Seizures may occur in any stage of sleep [Oldani et al 1996, Steinlein et al 1997, Provini et al 1999], although typically in clusters in non-REM sleep, most commonly in stage two sleep [Oldani et al 1998, Provini et al 1999]. Theaffected individual often goes back to sleep rapidly after a seizure, only to be awakened by another event. A minority of individuals experience daytime seizures, typically during a period of poor seizure control.
The seizures are often stereotyped and brief (5 seconds to 5 minutes) [Oldani et al 1996, Thomas et al 1998, Nakken et al 1999, Provini et al 1999, Ito et al 2000, Picard et al 2000]. They vary from simple arousals from sleep to dramatic hyperkinetic events with tonic or dystonic features. The hyperkinetic manifestations may appear bizarre, sometimes with ambulation, bicycling movements, ballism (flinging or throwing arm movements), and pelvic thrusting movements.
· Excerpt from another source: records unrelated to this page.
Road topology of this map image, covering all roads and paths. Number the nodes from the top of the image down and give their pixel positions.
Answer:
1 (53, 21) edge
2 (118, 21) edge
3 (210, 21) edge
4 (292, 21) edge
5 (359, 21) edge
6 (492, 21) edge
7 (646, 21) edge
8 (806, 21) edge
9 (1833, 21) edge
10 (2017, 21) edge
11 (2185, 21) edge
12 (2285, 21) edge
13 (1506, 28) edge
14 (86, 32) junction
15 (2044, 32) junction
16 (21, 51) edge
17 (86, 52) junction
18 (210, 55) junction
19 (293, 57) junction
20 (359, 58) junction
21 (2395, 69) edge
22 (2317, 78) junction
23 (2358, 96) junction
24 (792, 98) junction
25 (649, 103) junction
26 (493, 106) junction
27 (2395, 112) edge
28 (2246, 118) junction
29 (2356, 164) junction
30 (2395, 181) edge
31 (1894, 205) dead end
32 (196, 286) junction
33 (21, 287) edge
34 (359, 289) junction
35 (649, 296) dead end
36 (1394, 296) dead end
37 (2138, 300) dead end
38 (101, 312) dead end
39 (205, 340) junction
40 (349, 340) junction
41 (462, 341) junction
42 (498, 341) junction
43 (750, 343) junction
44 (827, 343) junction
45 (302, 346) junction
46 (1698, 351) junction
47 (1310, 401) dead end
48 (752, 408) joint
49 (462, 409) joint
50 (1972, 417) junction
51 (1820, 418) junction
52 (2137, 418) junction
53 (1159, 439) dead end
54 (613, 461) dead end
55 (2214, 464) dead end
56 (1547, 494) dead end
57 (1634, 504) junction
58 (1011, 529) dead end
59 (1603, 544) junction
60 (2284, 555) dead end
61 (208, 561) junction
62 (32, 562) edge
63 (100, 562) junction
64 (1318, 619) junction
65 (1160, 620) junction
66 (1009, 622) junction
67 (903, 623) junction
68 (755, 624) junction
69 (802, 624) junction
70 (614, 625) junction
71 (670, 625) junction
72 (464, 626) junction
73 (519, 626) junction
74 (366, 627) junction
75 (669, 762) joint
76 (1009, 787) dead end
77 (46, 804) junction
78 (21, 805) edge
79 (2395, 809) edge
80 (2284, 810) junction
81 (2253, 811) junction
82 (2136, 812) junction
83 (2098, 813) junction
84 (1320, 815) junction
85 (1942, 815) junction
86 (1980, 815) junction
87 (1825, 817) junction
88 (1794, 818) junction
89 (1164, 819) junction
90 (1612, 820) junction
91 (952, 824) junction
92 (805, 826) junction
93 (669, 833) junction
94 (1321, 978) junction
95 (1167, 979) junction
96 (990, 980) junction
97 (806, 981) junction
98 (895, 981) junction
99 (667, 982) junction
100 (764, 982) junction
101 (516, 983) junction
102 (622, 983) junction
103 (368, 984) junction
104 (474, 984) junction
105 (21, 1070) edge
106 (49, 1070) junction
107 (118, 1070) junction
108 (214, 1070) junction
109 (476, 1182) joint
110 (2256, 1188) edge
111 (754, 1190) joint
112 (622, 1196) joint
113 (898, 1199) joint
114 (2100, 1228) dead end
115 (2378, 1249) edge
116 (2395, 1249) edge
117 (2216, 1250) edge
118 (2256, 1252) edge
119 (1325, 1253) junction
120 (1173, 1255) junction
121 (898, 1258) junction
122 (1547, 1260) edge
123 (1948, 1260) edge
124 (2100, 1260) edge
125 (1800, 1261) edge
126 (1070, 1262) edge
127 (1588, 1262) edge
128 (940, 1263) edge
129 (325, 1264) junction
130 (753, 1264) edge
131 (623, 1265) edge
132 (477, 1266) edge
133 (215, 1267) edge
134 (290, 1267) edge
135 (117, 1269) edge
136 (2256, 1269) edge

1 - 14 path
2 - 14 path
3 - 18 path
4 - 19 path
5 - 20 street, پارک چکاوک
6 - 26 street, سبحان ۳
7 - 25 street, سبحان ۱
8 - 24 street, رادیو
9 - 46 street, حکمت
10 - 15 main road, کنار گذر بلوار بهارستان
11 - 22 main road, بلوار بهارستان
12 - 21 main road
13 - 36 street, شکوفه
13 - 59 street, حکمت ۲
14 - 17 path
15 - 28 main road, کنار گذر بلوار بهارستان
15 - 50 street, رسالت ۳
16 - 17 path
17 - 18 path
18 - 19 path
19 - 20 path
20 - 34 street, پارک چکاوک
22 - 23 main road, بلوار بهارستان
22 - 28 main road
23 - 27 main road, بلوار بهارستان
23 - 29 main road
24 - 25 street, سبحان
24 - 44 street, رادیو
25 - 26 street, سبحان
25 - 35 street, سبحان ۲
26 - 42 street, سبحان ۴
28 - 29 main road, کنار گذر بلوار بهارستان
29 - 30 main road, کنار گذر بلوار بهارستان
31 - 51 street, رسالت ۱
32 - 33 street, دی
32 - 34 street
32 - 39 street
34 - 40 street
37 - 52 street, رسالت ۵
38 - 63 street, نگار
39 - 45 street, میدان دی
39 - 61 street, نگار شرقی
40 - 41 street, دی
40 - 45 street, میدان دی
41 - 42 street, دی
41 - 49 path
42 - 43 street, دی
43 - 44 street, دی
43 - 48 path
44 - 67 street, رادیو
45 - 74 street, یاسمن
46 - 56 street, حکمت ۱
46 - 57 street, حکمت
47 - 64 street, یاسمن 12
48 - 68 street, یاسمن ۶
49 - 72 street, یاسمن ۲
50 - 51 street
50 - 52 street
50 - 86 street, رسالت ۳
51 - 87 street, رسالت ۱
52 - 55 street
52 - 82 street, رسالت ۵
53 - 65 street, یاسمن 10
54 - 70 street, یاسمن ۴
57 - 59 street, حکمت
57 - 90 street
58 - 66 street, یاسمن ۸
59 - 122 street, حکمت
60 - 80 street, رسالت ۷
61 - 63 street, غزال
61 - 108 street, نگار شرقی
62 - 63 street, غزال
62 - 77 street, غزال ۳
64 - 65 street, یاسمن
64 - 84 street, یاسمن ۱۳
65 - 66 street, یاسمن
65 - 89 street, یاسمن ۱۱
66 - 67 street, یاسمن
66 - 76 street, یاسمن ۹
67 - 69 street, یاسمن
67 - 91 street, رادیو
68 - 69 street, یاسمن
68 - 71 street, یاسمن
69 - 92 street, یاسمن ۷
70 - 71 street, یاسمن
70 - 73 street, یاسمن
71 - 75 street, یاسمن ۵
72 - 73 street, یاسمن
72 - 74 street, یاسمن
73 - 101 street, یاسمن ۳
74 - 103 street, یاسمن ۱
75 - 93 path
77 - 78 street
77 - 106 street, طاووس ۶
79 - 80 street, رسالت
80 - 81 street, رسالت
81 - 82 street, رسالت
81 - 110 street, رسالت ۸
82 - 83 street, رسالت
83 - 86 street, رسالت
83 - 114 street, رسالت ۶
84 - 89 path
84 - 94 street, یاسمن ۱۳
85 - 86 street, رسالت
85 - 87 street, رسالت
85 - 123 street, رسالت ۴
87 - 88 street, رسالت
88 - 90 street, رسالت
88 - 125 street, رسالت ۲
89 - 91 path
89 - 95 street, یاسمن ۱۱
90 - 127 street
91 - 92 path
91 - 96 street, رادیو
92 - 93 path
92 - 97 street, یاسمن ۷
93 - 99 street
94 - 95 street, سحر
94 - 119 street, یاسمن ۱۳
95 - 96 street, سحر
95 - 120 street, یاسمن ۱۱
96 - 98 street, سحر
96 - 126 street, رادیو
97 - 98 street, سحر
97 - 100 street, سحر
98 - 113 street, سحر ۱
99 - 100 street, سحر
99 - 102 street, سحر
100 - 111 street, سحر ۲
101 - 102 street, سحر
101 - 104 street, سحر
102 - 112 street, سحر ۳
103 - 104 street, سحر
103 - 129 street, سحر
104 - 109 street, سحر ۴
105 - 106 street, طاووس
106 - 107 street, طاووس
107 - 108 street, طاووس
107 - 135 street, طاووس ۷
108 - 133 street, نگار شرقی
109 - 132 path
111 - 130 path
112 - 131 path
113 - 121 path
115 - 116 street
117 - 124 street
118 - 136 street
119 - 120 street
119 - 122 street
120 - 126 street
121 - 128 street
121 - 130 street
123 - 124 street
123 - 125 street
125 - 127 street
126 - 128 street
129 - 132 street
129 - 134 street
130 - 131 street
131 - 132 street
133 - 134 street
Retained awareness during seizures is common and may cause affected individuals to fear falling asleep. A sense of difficulty breathing and hyperventilation may occur, as well as vocalization, clonic features, urinary incontinence, and secondary generalization.
Some individuals experience an aura, which may be nonspecific or may consist of fear, a shiver, vertigo, or a feeling of falling or being pushed.
The three distinct sub-classifications of seizure types based on clinical features of the seizures (semiology) and their duration [Oldani et al 1998, Provini et al 1999] are “paroxysmal arousals,” “paroxysmal dystonia,” and “episodic wandering.”
ADNFLE is lifelong but not progressive. Onset ranges from infancy to adulthood. About 80% of affected individuals develop ADNFLE in the first two decades of life [Oldani et al 1998, Picard et al 2000]; mean age of onset is ten years. As an individual reaches middle age, attacks may become milder and less frequent. Seizures may vary over time; for example, tonic attacks appearing in early childhood may evolve into seizures with dystonic or hyperkinetic components in later childhood.
Clinical neurologic examination is normal and intellect is usually preserved [Oldani et al 1996, Nakken et al 1999]; however, in some individuals neuropsychological assessment reveals reduced intellect, cognitive deficits, or psychiatric comorbidity [Khatami et al 1998, Provini et al 1999, Picard et al 2000, Cho et al 2003, Wood et al 2010].Picard et al [2009] found below-normal general intellect in 45% of 11 subjects with special difficulty in executive tasks and concluded that cognitive dysfunction is an integral part of ADNFLE with nicotinic receptor mutations. It is suggested that certain nAChR mutations could be associated with an increased risk for such symptoms [Steinlein et al 2012].